Mas voltando a crença exacerbada no dogmatismo da subjetividade humana de Nietzsche, acredito que poderíamos determinar um índice de verdade evolutivo. Seres contingentes teriam índices de percepção da verdade de acordo com seu grau de evolução. Com isto também poderíamos contrabalancear entre a objetividade do mundo e a nossa subjetividade determinando também índices a nossas verdades; como por exemplo: o nosso conhecimento sobre a órbita dos planetas poderia receber um grau quatro, numa escala de um a cinco, pois a verdade que temos desse conhecimento nos permitiu até o lançamento de naves a estes astros com precisão quase absoluta. E ainda poderíamos dar um grau 2 de verdade ao conhecimento que temos sobre o magnetismo e a gravidade, pois até agora o conhecimento que temos sobre estas forças é mínimo, conhecemos praticamente só sobre os seus efeitos e nada sobre como surgem e de que são feitos. Estas verdades não teriam o seu valor de verdade alterado unicamente por receberem um grau de valor, teriam unicamente uma pontuação objetiva em um determinado grau de evolução sobre aquela verdade dada por nossa subjetividade naquele dado momento de nosso estágio evolutivo.
Então acrescentaria a lista de conceitos de verdade; a verdade como evolução. O homem se aproximaria da verdade a partir do momento que este realmente fosse evoluído, ou pelos menos começasse a se preocupar em realmente evoluir. Buscando uma evolução ontológica, ou seja, autêntica e de mãos dadas com a Filosofia.
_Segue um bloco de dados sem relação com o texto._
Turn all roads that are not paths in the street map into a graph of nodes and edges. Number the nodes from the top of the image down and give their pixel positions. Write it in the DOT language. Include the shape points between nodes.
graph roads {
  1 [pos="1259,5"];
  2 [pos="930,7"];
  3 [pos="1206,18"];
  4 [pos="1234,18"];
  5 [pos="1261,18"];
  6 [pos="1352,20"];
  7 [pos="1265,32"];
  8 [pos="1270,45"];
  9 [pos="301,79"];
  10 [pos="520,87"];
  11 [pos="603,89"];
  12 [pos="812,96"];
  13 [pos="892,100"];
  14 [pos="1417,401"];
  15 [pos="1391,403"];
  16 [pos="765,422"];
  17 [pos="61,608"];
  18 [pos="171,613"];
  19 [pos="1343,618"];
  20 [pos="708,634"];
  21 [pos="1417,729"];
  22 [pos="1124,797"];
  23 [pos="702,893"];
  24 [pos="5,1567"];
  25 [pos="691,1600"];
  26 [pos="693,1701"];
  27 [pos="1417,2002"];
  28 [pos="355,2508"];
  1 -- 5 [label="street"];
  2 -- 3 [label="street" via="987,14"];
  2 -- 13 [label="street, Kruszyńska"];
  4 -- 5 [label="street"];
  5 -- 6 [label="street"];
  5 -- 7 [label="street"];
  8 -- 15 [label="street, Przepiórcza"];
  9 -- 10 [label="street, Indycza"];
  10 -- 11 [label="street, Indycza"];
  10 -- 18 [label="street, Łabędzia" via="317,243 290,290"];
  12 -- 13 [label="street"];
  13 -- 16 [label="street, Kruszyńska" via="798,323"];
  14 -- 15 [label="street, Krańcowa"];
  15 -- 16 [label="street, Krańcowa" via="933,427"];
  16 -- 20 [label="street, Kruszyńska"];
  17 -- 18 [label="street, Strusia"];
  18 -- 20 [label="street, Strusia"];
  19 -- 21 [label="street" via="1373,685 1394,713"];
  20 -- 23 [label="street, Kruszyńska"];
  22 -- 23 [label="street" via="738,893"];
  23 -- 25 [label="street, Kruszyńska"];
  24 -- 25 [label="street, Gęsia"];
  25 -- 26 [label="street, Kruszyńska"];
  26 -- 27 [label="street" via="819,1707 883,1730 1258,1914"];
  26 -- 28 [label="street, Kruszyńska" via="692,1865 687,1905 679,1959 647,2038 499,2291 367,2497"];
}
*Descartes,René. O Discurso do Método.


Referências:
Reale, Giovanni. História da Filosofia: Do Romantismo até nossos dias/ Giovanni Reale, Dario Antiseri; - São Paulo: 1991, - (Coleção Filosofia) – v.3.Do Romantismo até nossos dias.

Mosé, Viviane. Nietzsche e a grande política da linguagem / Viviane Mosé. – Rio de Janeiro: Civilização Brasileira, 2005.

Nietzsche, Friendrich Wilhelm. Acerca da verdade e da mentira; O Anticristo / Nietzsche; (tradução Heloisa da Graça Burati). – São Paulo: Rideel, 2005. – (Biblioteca Clássica).

Café Philo: as grandes indagações da filosofia / (editado por) Lê Nouvel Observateur; tradução, Procópio Abreu; revisão, Danilo Marcondes. – Rio de Janeiro: Jorge Zahar Ed., 1999.
Nietzsche, Friedrich Wilhelm. Obras incompletas / Friedrich Nietzsche; seleção de textos de Gerard Lebrun; tradução e notas de Rubens Rodrigues Torres Filho; posfácio de Antônio Cândido. – 5. ed. – São Paulo: Nova Cultural, 1991. – (Os Pensadores)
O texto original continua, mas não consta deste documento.